Trail Community Reels From Death of Well-Known Hiker in White Mountains
Search and rescue teams recovered the body of a missing hiker from New Hampshire’s White Mountains near Mount Guyot early Thursday morning. In a press release, New Hampshire Fish and Game identified the deceased hiker as Christopher Roma, 37, a prominent and very experienced hiker from Thornton, New Hampshire.
New Hampshire Fish and Game was first made aware of a hiker in distress at 10 p.m. Tuesday night when concerned acquaintances contacted 911. Eventually, Roma himself was able to contact 911, enabling rescuers to pinpoint his location between Mount Bond and Mount Guyot.
According to the Fish and Game press release, “Before the call was lost (Roma) stated he was very cold. The weather forecast for the area was for heavy winds, temperatures in the single digits, and snow.”
Rescuers started on foot toward Roma’s location around 2:00 a.m. on Wednesday morning, trudging through waist-deep snow and enduring harsh conditions above treeline. The New Hampshire Army National Guard also flew three separate helicopter flights throughout the day on Wednesday in an attempt to reach Roma by air but could never get near Mount Guyot due to low clouds and poor visibility.
Despite rescuers’ heroic efforts, Roma was already deceased by the time a ground crew from Mountain Rescue Service finally reached his location around 5:00 p.m. on Wednesday. Conditions made it impossible to recover his body at that time. All crews were pulled off the mountain and Roma’s body was recovered Thursday morning by a helicopter crew.
The loss is a sobering reminder that even the most accomplished hikers among us are still vulnerable to the dangers of harsh alpine conditions, particularly in winter.
New Hampshire Fish and Game recommended that all hikers come prepared with proper attire, including snowshoes and traction devices. The agency also encouraged outdoor enthusiasts to purchase a Hike Safe card at wildnh.com/safe. The card helps support Fish and Game search and rescue activities. For safe hiking tips and a list of essential gear, visit hikesafe.com.
Remembering Christopher “Rafiki” Roma
Roma was an experienced outdoorsman, having trekked extensively in the White Mountains. After finishing the Triple Crown of thru-hiking plus a second PCT thru-hike in 2020, he went on to found his own guiding business, North East Trekking Company. He was deeply involved with his community in Thornton and in 2023 began blogging for this website, The Trek. On trail, he went by the trail name “Rafiki.” He is survived by his two-year-old son.
News of Roma’s death left loved ones and fellow members of the hiking community stunned. An outpouring of love and support online show just how much Roma was cherished on and off the trail. Friends have set up a GoFundMe page to support his family.

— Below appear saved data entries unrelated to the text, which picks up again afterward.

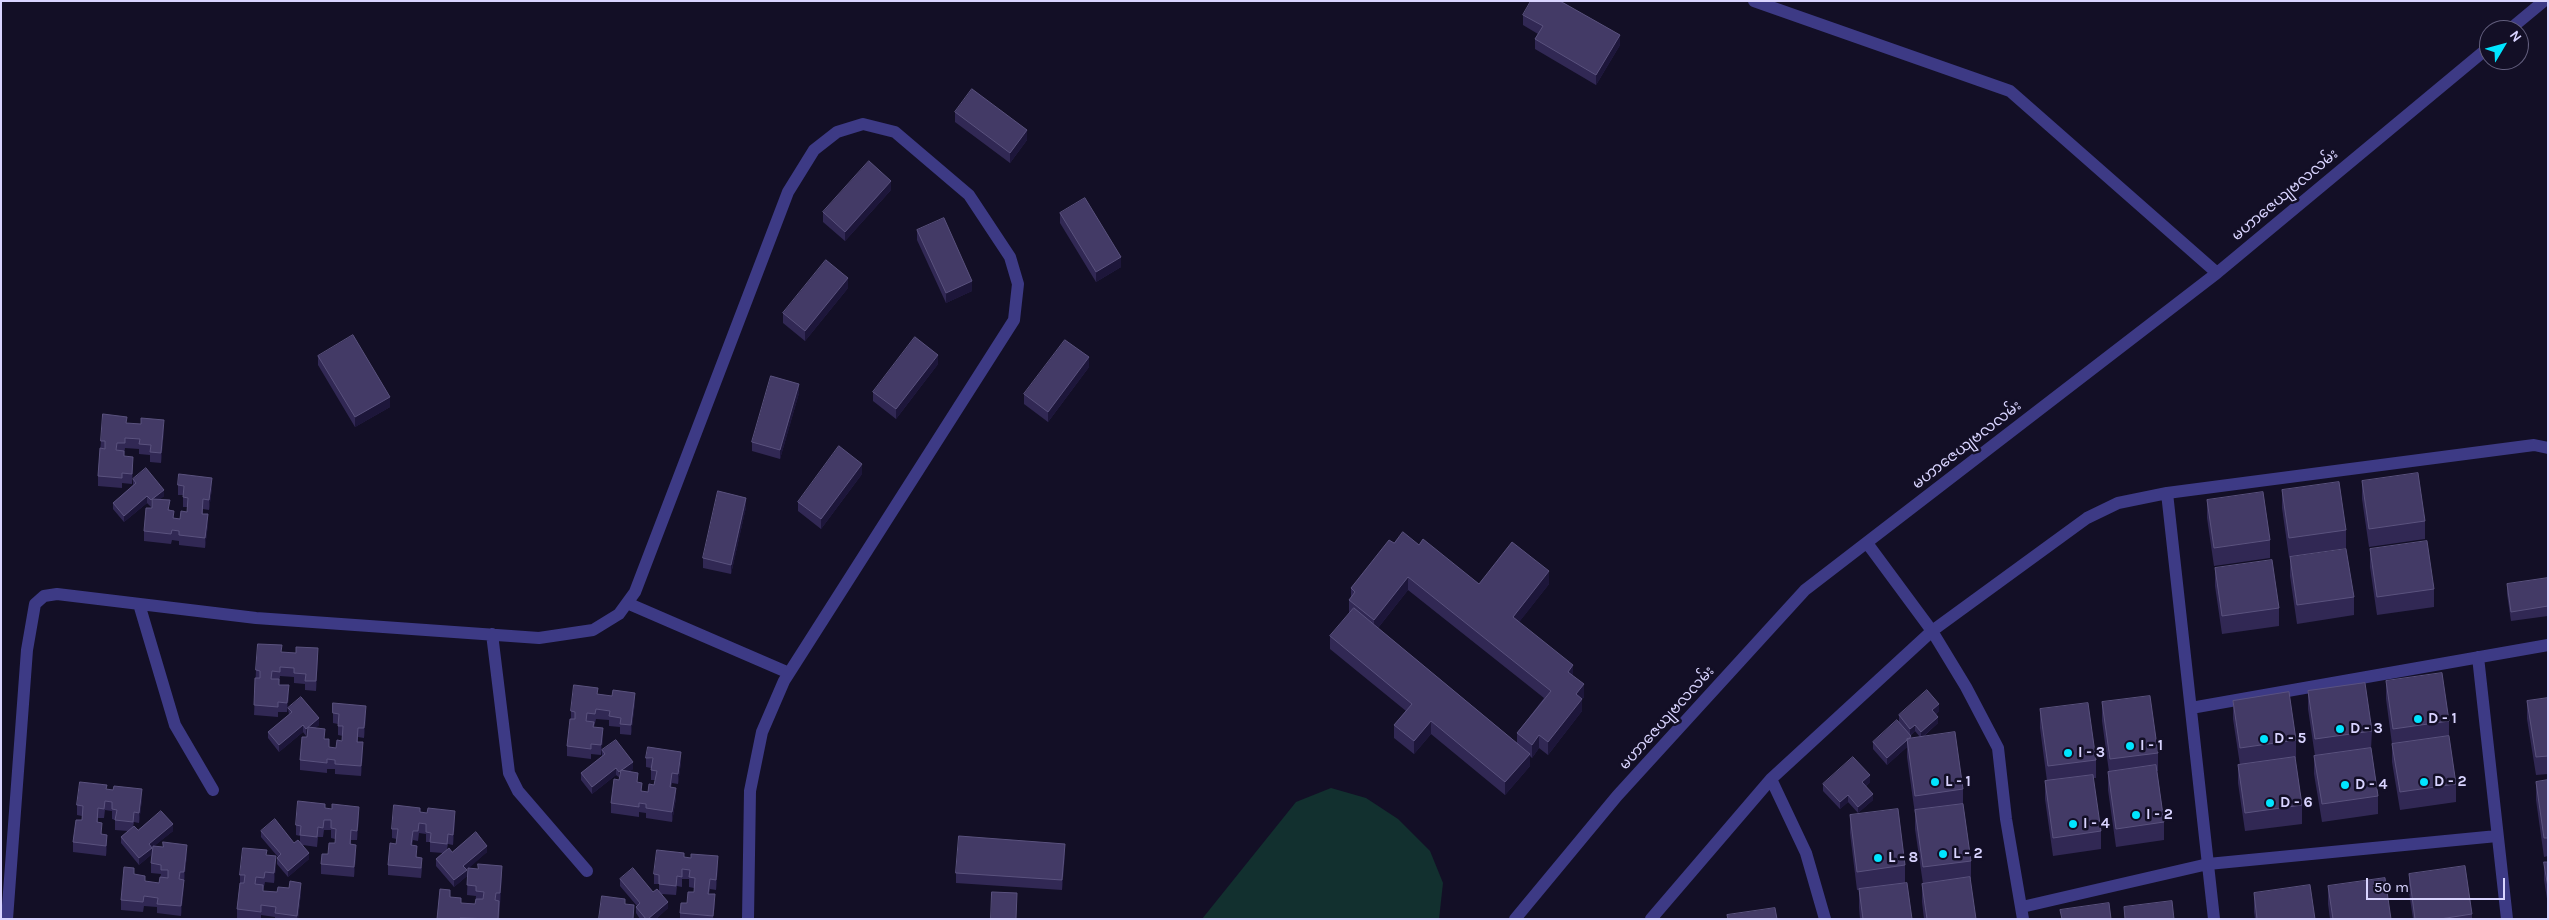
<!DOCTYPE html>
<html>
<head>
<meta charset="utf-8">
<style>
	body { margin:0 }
	#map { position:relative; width:2549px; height:920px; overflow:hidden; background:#130f26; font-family:Karla,sans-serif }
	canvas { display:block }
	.frame { position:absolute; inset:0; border:2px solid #d9d4ff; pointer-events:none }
	.north { position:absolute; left:2479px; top:20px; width:50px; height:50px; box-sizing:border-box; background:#130f26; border:1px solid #625e7d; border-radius:50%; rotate:53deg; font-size:14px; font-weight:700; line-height:20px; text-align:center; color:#d9d4ff }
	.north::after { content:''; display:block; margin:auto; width:18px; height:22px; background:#00e5ff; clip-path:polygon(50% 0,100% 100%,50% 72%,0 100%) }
	.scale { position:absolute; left:2366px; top:878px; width:139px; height:22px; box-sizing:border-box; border:2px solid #d9d4ff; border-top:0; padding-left:6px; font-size:15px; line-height:18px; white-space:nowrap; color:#d9d4ff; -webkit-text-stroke:4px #130f26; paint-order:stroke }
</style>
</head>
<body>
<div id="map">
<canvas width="2549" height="920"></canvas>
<div class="frame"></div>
<div class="north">N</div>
<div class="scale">50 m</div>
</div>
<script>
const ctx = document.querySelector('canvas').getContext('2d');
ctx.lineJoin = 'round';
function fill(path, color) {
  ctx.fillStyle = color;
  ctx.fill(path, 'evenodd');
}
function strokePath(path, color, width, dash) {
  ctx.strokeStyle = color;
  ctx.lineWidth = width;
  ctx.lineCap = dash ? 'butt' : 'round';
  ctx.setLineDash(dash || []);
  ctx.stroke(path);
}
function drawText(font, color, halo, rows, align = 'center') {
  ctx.font = font + ' Karla,"Noto Sans Myanmar",sans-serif';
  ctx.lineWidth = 5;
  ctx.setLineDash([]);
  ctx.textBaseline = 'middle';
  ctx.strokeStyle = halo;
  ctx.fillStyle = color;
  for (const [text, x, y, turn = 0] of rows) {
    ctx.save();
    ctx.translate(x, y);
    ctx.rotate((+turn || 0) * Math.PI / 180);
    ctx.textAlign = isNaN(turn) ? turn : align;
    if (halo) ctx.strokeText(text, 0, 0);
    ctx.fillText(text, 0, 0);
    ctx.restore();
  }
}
fill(new Path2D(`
	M1331,788L1366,798L1398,819L1430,851L1443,883L1439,919H1202L1296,802Z`), '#12302f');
strokePath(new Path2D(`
	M1754,1L2010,91L2217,273
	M2509,30L2544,1
	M2167,493L2214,919
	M1867,543L1932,631L1966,687L1998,748L2006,819L2023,919
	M627,603L789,673
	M139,604L175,725L213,790
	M492,634L509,773L518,791L587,871
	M2478,657L2507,919
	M2191,708L2548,645
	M1771,779L1806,853L1825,919
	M2022,907L2208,864L2497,836
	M7,919L27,650L35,604L44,596L57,594L256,618L539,638L593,630L619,614L635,592L788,192L814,150L837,132L863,124L895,132L969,195L1010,257L1018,284L1014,320L784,681L762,732L750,791L748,919
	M1515,919L1617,796L1805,590L2217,273L2489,47
	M1651,919L1771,779L1932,631L2087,518L2118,503L2167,493L2534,445L2548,448`), '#3d3a85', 12);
fill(new Path2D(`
	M1523,15L1620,45L1596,85L1535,49V39L1538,34L1523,25Z
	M955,112L1027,140L1010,163L955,122Z
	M891,190L845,241L823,222V212Z
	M1060,213L1121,267L1096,282L1060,223Z
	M917,230L972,291L946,303L917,240Z
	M848,288L805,341L783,323V313Z
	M318,356L390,407L355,427L318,365Z
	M938,364L896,419L873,401V392Z
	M1089,367L1048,422L1024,404V394Z
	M799,393L780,459L752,451V442Z
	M127,423L164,430L161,463L150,462V455L139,454V449L125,448L124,456L133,467L132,484L122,483V488L98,486V476L101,441Z
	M862,474L821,529L798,511V502Z
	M133,479L164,496L160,499L170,510L174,518L180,519L187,512V507H183V495H178V485L212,488L209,510L203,509V514L208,524L205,548L179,545V541L172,540L171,544L144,541V531L152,506L151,507L147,503L124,522L113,509V503L133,485Z
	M2362,481L2425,521V539L2369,547L2362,499Z
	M2282,490L2346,530V548L2289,557L2282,508Z
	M2207,500L2270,540V558L2214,566L2207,518Z
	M746,507L731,574L703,568V558Z
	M1394,543L1419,545L1479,584H1549L1519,622L1573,676L1584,697L1582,699V711L1548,755L1539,748L1532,758L1530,756V766L1505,795L1431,734L1414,754L1394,738V725L1406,711L1330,649V636L1349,613V600L1351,598V588ZM1408,590L1544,698L1517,733V743L1378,628Z
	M2370,549L2434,589V607L2377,615L2370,567Z
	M2290,557L2354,597V615L2297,624L2290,576Z
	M2215,568L2279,608V626L2222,634L2215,586Z
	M2548,578V616L2511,621L2507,594V584Z
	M282,652L318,658L316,691L305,690V684L294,683V677L280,676L279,685L289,695L287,712H278V717L254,715L256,670Z
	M2386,681L2449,721V738L2456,784V802L2400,810L2392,762V744L2386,699Z
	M2308,691L2372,731L2371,749L2378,796V814L2322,822L2314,774V756H2315L2308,709Z
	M598,694L635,702L631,735L620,734V727L609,726V720L596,719L594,727L603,738L601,755L591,754V759L567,756V746L571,719V711Z
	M2548,698V774L2536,775L2527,719V701Z
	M2233,701L2296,740V758L2295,759L2302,805V824L2245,831L2238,783V765H2240L2233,719Z
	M2102,702L2158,753V771H2157L2164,822V840L2116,847L2108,790V772H2109L2102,721Z
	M288,708L319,725L315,728L325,739L329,747L336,748L342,741L343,736L338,735V724L333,723V713L366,716L364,738L358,737V742L363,752L361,776L335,774V769H327V773L300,770V760L307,735L306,736L303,732L279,752L268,738V732L289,715Z
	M2040,709L2096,760V778H2093L2101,831V849L2053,856L2045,799V781H2047L2040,728Z
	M1939,711L1936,714L1938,723L1923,737L1963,789V804L1971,861V879H1970L1976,919H1924L1922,902V884H1923L1915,829V814L1907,757V747L1887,765L1873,749V742L1899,721V715ZM1915,731L1920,737L1911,738V735Z
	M602,750L633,769L629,771L638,783L642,791L648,792L654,785L655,780H651V768L646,767V758L681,762L678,784L672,783L671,787L676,798L672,822L646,818V813L639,812V817L611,813V803L620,778L616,775L592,794L581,780V773L602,757Z
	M2548,780V856L2544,857L2536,800V782Z
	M1870,782L1866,786L1873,800L1858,813L1848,802L1840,809L1823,791V784Z
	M107,789L142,799L139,823L134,822L133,827L138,830L173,831L154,846L187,854L184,882L181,916L157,913V907L144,906L143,912L121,910V900L134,875L145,881L159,883L161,874L151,873V863L153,847L152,848V854L139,865L121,843V837L128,831L115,830V820L112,819V811L105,810L104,818H98V822L102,835L107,845L106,856L73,852V842L82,820V816L77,815V805Z
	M325,808L359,817L357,840H351V845L356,855L354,877L321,874V864L335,843V839L331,838V830H324L323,837H318L317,847L303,845L309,859L288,877L277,864V858L278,857L261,837V831L294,843L300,842V836L296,835V825Z
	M420,812L455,821L453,845L448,844L447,849L452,852H487L468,868L502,875L499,919H437L450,897L461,903L475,904L476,896L467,895L468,868L467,870V876L454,887L436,866V859L443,853L430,852V842H426V834L419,833L418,841L413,840L412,845L417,857L422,868L421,878L388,875V865L396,844L397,839L392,838V829Z
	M1850,815L1905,865V883L1912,919H1860L1859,908V890H1857L1850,833Z
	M1065,854L1062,890L956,883V873Z
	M267,855L276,866L274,883L265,882L263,891L277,892H301L298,919H275V917L261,915V919H237V909L240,883V875Z
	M684,857L718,866L716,890L710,889L709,894L715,904L713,919H680V913L687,903L694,892V888L689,887V879H682V887L677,886L676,895L662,894L668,908L656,919H640L636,913V907L637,906L620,886V879L653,892L659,891V884H654V874Z
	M2544,862H2548V905L2544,880Z
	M2409,874L2472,914V919H2413L2409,892Z
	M2328,886L2391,919H2330L2328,904Z
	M2254,893L2315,919H2255L2254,912Z`), '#312854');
fill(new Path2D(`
	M1620,35V45L1596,85V75Z
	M1027,130V140L1010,163V153Z
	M891,181V190L845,241V232Z
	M1121,257V267L1096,282V272Z
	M848,278V288L805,341V331Z
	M972,281V291L946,303V293Z
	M938,355V364L896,419V409Z
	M1089,357V367L1048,422V412Z
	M799,384V393L780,459V450Z
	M390,397V407L355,427V417Z
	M164,420V430L161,463V453Z
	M133,457V467L132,484V474Z
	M862,464V474L821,529V519Z
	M212,478V488L209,510V500Z
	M164,490V496L151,507V500Z
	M147,496V503L124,522V516Z
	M746,498V507L731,574V565Z
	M208,514V524L205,548V538Z
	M1549,571V584L1513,630V617Z
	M1408,577V590L1374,633V620Z
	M318,648V658L316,691V681Z
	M1573,665V678L1568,672Z
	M1584,684V697L1582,699V711L1548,755V742L1576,694Z
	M289,685V695L287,712V703Z
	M635,693V702L631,735V725Z
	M1939,704V711L1932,717V710Z
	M366,706V716L364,738V728Z
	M1938,717V723L1921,738V732Z
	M319,718V725L306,736V729Z
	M1431,721V734L1414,754V741Z
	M303,725V732L279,752V745Z
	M1915,725V731L1910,735V729Z
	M603,728V738L601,755V745Z
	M1539,735V748L1532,758V745Z
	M1907,740V747L1887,765V758Z
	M363,742V752L361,776V766Z
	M681,752V762L678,784V774Z
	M1530,754V766L1505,795V782Z
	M633,762V769L619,779V772Z
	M616,768V775L592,794V787Z
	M1870,775V782L1862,789V782Z
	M676,788V798L672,822V812Z
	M142,789V799L139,823V813Z
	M1873,794V800L1858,813V807Z
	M1848,795V802L1840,809V802Z
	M359,807V817L357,840V831Z
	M455,811V821L453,845V835Z
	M173,824V831L152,848V854L139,865V858L149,844Z
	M107,835V845L106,856V846Z
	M1065,844V854L1062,890V880Z
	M187,845V854L184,882V872Z
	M356,845V855L354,877V867Z
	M487,846V852L467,870V876L454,887V880L463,866Z
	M309,853V859L288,877V871Z
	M276,856V866L274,883V873Z
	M718,856V866L716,890V880Z
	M502,866V875L500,903V893Z
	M184,880V889L181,916V906Z
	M301,883V892L298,919H297Z
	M715,894V904L713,919Z
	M668,902V908L656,919H648Z`), '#1d163a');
const building = new Path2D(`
	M1531,1H1560L1620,35L1596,75L1535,39L1543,26L1523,15Z
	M972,89L1027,130L1010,153L955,112Z
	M869,161L891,181L845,232L823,212Z
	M1085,198L1121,257L1096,272L1060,213Z
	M944,218L972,281L946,293L917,230Z
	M826,260L848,278L805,331L783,313Z
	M353,335L390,397L355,417L318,356Z
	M915,337L938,355L896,409L873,392Z
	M1065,340L1089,357L1048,412L1024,394Z
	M771,376L799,384L780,450L752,442Z
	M103,414L127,417L126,423L141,424V418L164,420L161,453L150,452L151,445L139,444L140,439L125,438V443H117L116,450L124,451V456L133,457L132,474L122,473V478L98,476L100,448L105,449V441H101Z
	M839,446L862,464L821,519L798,502Z
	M146,468L164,490L151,500L147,496L124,516L113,503L136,483L133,479Z
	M2418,473L2425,521L2369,529L2362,481Z
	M179,474L212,478L209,500L203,499L202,514H208L205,538L179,535V531L172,530L171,534L144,531L146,508H152V499L170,500L168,510L174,511L173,518L180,519L181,511L187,512L188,498L183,497L184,486L178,485Z
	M2339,482L2346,530L2289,538L2282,490Z
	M718,491L746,498L731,565L703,558Z
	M2263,492L2270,540L2214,548L2207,500Z
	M1403,532L1419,545L1423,539L1479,584L1512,542L1549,571L1513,617L1573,665L1568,672L1584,684L1576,694L1582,699L1548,742L1539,735L1532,745L1517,733L1551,691L1408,577L1374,620L1349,600L1355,592L1351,588L1389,540L1394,543Z
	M2427,541L2434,589L2377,597L2370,549Z
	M2346,549L2354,597L2297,605L2290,557Z
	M2272,560L2279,608L2222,616L2215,568Z
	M2548,578V606L2511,612L2507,584Z
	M1354,608L1530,754L1505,782L1431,721L1414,741L1394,725L1412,704L1330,636Z
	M258,644L282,645L281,652L296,653V647L318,648L316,681H305L306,674L294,673V668L280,667V672L272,671L271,679H279V685H289L287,703L278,702V707L254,705L255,678H260V671L256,670Z
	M2442,673L2449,721L2393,729L2386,681Z
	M2365,683L2372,731L2315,739L2308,691Z
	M574,685L598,688L597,694L612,696L613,690L635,693L631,725L620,724L621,718L609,716L610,711L596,709L595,714L587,713L586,721L594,722L593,727L603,728L601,745L591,744V749L567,746L570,719H575V712L571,711Z
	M1927,690L1939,704L1932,710L1938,717L1921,732L1915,725L1910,729L1899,715Z
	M2289,692L2296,740L2240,748L2233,701Z
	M2150,696L2158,753L2110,759L2102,702Z
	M301,697L319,718L306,729L303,725L279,745L268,732L292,712L288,708Z
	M2548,698V756L2536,757L2527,701Z
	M333,703L366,706L364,728H358L357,742H363L361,766L335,764V760L327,759V763L300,760L302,737H307L308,727L325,729L324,739H329V747L336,748L337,740L342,741L343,726H338L339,714L333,713Z
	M2088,703L2096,760L2048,766L2040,709Z
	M1897,720L1911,736L1909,739H1907V740L1887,758L1873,742Z
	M1955,732L1963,789L1915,796L1907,739Z
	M2449,736L2456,784L2400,792L2392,744Z
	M616,740L633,762L619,772L616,768L592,787L581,773L605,754L602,750Z
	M648,747L681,752L678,774L672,773L670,787L676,788L672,812L646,808V804L639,803V807L611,803L614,779L619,780L621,770L638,773L637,782L642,783L641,791L648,792L649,784L654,785L657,771L651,770L653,758H646Z
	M2371,748L2378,796L2322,804L2314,756Z
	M1853,757L1870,775L1862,782L1873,794L1858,807L1848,795L1840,802L1823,784Z
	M2295,757L2302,805L2245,813L2238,765Z
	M2156,765L2164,822L2116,829L2108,772Z
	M2093,775L2101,831L2053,838L2045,781Z
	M2548,780V838H2544L2536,782Z
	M80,782L107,785L106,789L113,790L114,786L142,789L139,813L134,812L133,822L115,820L117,810L112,809V802L105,801L104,809L98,808L97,822L102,823L101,834L107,835L106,846L73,842L76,820H82L83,806L77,805Z
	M298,801L325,804V808L332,809V804L359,807L357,831L351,830L350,844L356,845L354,867L321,864L322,854H328L329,843H335L336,829L331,828V820H324L323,828L318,827L317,837L300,835L301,826L296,825Z
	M1963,804L1971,861L1923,867L1915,810Z
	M394,805L420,808V812L427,813L428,808L455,811L453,835L448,834L447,844L430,842L431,833L426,832V824L419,823L418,831H413L411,845L417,846L416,857L422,858L421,868L388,865L390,843L396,844L398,829H392Z
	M1898,809L1905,865L1857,872L1850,815Z
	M161,811L173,824L149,844L152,848L139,858L121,837L134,826L138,830Z
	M275,819L294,843L298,840L309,853L288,871L277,858L281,854L261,831Z
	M476,832L487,846L463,866L467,870L454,880L436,859L449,848L452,852Z
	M959,836L1065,844L1062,880L956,873Z
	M163,842L187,845L184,872H180L179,879L184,880L181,906L157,904L158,898L144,896L143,902L121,900L124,867L134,868V874L145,876V881L159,883L160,877L168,878V870H161V865L151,863L153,846L163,847Z
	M243,848L267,850L266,855L276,856L274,873L265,872L264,878L256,877L255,884L263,885V891L277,892L278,887L289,888L290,881L301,883L297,916L275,913L276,907L261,905V912L237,909L240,883H244L245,875H240Z
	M657,850L684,853V857L691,858V854L718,856L716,880L710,879L708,894H715L713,916L680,913L681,903H687L688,892H694L695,878L689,877L690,870L682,869V877L677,876L676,886L659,884V875L654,874Z
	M2544,862H2548V887Z
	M478,864L502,866L500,893H496L495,900L499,901L498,919L460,918V919H437L440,889L450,890V897L461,898V903L475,904L476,899H483L484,892L476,891V886L467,885L468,868L478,869Z
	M2465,866L2472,914L2440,919H2415L2409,874Z
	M633,868L653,892L657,889L668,902L648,919H646L636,907L640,903L620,879Z
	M1970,877L1976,919H1927L1922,884Z
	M2385,878L2391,919H2333L2328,886Z
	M1907,883L1912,919H1863L1859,889Z
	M2310,885L2315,919H2257L2254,893Z
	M992,892L1017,893L1016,919H991Z
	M602,896L625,899V904L634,905L633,919H599Z
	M2172,901L2174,919H2125L2124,907Z
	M2109,903L2111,919H2062L2060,910Z
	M1775,908L1777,919H1728L1727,915Z`);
fill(building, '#433a66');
strokePath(building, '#5a527e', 1);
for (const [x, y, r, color] of [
	[2418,719,5,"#00e5ff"],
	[2340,729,5,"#00e5ff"],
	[2264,739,5,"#00e5ff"],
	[2130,746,5,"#00e5ff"],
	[2068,753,5,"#00e5ff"],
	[1935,782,5,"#00e5ff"],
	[2424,782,5,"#00e5ff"],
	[2345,785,5,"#00e5ff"],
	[2270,803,5,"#00e5ff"],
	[2136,815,5,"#00e5ff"],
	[2073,824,5,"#00e5ff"],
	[1943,854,5,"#00e5ff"],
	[1878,858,5,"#00e5ff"]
]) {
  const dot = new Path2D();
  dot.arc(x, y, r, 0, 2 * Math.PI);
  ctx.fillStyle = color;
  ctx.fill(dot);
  strokePath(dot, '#130f26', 2);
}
drawText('15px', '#d9d4ff', '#130f26', [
	["မဟာဇေယျဗလလမ်း",2285,195,-40],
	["မဟာဇေယျဗလလမ်း",1967,445,-38],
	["မဟာဇေယျဗလလမ်း",1667,718,-48]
]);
drawText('bold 15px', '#d9d4ff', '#130f26', [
	["D - 1",2428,719],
	["D - 3",2350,729],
	["D - 5",2274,739],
	["I - 1",2140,746],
	["I - 3",2078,753],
	["L - 1",1945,782],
	["D - 2",2434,782],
	["D - 4",2355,785],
	["D - 6",2280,803],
	["I - 2",2146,815],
	["I - 4",2083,824],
	["L - 2",1953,854],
	["L - 8",1888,858]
], 'left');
</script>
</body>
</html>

On his guiding service’s website, Roma wrote about the moment, after completing all three of America’s longest trails, that he discovered his life’s calling:
“It was then that I knew I was meant to show others the beautiful country we have right here in our own back yards and give them the chance to transform as I had over the last 5 years.
“I want this business to serve you, the hiker that is looking for more than just a work out and a view. The hiker that is looking for the life lessons and experiences one gets through hiking. I experienced a lot of learning the hard way, and my goal is to educate and inform you about the dangers of the wild, the trials and tribulations, and the importance of sustainability. I want to show you that if we take care of nature, nature will take care of us, mentally and physically.”
His words paint a picture of a man who was perpetually enchanted by the natural world and was driven to share that wonder with others — a man who cherished both the mountains and the community that now mourns him. They seem like a fitting way to end this story — a reminder of the legacy that Roma leaves behind and of the fact that, as Roma’s loved ones wrote on GoFundMe, there is some comfort in knowing that he died doing what he loved.